● **PROBLEM TO WORK ON**:
A complete answer includes every line below with the word "Luton".

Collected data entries
=== Section Start ===

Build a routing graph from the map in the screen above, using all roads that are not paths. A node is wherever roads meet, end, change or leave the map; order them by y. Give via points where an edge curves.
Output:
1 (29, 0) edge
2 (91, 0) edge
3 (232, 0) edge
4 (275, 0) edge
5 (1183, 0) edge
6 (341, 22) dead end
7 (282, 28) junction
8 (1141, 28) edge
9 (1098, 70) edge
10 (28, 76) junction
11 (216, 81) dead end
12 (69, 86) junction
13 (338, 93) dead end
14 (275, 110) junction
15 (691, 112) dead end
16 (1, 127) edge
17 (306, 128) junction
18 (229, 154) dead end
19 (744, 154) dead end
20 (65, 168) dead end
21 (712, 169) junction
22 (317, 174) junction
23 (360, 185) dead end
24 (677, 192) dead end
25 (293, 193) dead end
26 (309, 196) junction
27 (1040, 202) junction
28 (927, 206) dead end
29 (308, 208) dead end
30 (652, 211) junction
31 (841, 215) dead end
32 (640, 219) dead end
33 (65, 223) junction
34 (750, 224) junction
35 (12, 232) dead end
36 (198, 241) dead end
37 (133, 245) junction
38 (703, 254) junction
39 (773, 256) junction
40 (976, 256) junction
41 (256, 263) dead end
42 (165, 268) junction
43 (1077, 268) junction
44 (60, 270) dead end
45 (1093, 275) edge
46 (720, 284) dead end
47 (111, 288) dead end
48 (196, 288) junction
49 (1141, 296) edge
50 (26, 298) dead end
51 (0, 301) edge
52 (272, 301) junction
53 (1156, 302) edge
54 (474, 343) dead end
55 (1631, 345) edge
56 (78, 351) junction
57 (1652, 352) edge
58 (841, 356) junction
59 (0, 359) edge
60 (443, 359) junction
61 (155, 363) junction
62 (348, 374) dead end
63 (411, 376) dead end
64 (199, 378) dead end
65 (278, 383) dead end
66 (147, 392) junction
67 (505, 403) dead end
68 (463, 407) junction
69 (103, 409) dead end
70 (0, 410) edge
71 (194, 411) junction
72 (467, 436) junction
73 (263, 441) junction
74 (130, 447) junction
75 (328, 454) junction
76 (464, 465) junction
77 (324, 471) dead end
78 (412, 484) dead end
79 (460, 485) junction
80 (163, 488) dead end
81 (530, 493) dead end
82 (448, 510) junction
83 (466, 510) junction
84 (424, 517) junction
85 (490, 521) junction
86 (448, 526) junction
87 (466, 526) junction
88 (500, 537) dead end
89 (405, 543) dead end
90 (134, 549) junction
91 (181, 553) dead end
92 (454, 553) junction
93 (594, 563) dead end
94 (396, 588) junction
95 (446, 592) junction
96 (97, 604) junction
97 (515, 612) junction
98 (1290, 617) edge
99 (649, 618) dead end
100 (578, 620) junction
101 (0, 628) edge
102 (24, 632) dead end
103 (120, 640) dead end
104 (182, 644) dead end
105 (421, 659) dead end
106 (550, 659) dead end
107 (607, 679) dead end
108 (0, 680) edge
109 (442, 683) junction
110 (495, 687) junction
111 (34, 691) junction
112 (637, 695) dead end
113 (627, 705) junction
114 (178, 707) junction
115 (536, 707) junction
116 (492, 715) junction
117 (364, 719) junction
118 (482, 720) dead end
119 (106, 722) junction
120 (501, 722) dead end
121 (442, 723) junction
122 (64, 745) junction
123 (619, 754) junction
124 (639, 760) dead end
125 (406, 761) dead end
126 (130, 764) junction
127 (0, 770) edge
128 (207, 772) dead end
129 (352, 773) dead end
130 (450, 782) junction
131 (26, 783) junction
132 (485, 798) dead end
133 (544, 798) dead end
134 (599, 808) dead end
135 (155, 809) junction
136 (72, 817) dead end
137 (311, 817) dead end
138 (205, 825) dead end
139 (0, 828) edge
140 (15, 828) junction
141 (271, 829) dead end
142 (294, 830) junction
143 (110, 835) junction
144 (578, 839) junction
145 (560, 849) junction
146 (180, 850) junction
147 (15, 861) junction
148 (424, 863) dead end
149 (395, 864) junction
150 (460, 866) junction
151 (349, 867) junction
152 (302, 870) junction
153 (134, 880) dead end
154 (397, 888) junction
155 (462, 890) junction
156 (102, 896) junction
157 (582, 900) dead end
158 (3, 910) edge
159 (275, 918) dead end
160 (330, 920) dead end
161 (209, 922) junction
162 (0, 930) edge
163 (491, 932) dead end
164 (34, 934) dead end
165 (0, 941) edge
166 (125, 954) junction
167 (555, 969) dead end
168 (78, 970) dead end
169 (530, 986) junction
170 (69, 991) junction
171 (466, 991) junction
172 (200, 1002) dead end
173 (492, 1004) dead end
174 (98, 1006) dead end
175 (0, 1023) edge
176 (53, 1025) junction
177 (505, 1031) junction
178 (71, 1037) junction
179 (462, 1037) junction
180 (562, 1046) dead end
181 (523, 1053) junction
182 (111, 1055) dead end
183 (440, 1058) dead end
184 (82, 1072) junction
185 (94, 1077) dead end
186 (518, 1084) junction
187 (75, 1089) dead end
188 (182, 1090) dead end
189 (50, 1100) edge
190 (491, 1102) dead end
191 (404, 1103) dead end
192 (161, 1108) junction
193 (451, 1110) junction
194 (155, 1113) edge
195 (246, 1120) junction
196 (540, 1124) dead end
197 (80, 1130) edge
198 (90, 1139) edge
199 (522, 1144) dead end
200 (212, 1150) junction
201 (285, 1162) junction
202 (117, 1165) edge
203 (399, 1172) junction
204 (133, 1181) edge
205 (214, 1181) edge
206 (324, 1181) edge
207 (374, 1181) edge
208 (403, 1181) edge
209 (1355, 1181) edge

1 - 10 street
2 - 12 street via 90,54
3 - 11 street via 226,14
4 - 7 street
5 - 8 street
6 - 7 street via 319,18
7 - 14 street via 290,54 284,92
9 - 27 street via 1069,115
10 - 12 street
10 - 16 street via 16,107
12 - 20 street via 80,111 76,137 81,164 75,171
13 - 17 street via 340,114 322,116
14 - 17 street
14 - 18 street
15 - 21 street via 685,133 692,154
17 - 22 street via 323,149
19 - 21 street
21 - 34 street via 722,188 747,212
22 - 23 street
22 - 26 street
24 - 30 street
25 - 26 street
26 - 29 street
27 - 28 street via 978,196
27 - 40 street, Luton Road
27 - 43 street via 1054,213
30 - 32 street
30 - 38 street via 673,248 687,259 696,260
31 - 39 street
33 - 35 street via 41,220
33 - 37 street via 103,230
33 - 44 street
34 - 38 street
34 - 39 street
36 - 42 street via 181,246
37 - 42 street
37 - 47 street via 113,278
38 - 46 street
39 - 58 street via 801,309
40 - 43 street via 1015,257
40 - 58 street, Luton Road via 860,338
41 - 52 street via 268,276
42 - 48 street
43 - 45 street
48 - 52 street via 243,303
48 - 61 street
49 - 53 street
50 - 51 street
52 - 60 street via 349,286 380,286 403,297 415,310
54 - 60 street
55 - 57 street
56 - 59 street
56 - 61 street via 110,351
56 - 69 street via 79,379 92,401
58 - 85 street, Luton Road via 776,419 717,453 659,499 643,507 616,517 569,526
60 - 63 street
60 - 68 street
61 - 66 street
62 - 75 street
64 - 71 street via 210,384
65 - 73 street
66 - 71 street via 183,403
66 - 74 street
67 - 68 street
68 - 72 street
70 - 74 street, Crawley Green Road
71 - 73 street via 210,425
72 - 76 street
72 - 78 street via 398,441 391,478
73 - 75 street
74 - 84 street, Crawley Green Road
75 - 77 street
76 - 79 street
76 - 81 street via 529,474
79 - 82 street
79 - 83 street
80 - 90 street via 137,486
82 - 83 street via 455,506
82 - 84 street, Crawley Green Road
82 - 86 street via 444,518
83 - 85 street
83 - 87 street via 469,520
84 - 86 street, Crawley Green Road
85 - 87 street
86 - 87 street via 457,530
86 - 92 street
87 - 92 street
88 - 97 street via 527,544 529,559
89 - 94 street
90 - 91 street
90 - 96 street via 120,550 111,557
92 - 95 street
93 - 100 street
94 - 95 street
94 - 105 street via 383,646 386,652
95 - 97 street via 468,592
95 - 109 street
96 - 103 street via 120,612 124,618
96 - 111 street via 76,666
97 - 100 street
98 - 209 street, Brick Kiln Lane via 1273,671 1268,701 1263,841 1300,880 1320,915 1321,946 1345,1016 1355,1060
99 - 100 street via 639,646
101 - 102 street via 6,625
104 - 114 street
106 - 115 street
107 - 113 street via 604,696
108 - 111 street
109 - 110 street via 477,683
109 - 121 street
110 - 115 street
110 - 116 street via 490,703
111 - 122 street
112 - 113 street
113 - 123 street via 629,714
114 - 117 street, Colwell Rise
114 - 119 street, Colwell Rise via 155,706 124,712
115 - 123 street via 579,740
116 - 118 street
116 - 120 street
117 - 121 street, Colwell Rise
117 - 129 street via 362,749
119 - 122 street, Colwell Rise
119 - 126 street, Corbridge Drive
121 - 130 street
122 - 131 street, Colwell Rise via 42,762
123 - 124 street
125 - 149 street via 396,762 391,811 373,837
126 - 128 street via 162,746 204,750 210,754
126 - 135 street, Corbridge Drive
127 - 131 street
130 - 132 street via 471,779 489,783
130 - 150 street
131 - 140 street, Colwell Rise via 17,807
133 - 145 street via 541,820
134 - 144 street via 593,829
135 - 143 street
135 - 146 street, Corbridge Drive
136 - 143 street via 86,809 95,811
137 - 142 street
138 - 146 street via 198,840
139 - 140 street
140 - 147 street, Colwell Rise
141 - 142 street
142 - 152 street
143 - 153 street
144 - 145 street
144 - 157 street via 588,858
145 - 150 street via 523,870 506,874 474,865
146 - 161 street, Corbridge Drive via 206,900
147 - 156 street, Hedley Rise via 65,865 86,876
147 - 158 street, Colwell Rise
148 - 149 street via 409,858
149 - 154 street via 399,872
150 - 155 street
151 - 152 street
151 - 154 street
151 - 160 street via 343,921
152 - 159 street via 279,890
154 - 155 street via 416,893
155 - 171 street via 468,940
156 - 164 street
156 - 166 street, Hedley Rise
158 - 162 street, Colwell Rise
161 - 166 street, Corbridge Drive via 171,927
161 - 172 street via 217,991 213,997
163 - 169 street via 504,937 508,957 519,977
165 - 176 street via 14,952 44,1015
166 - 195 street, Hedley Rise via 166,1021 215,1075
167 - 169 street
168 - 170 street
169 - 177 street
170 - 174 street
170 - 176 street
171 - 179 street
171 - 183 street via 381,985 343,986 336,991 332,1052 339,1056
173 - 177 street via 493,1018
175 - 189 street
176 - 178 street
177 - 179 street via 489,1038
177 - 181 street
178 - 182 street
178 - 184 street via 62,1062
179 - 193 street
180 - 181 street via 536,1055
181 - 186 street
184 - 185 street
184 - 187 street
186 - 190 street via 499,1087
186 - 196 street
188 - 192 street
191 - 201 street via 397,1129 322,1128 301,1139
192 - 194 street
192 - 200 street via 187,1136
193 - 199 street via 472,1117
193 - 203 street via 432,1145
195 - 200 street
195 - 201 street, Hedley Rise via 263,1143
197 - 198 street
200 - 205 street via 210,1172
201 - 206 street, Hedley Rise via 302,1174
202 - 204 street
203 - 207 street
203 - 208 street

=== Section End ===

● **RESPONSE TO THIS TASK**:
27 - 40 street, Luton Road
40 - 58 street, Luton Road via 860,338
58 - 85 street, Luton Road via 776,419 717,453 659,499 643,507 616,517 569,526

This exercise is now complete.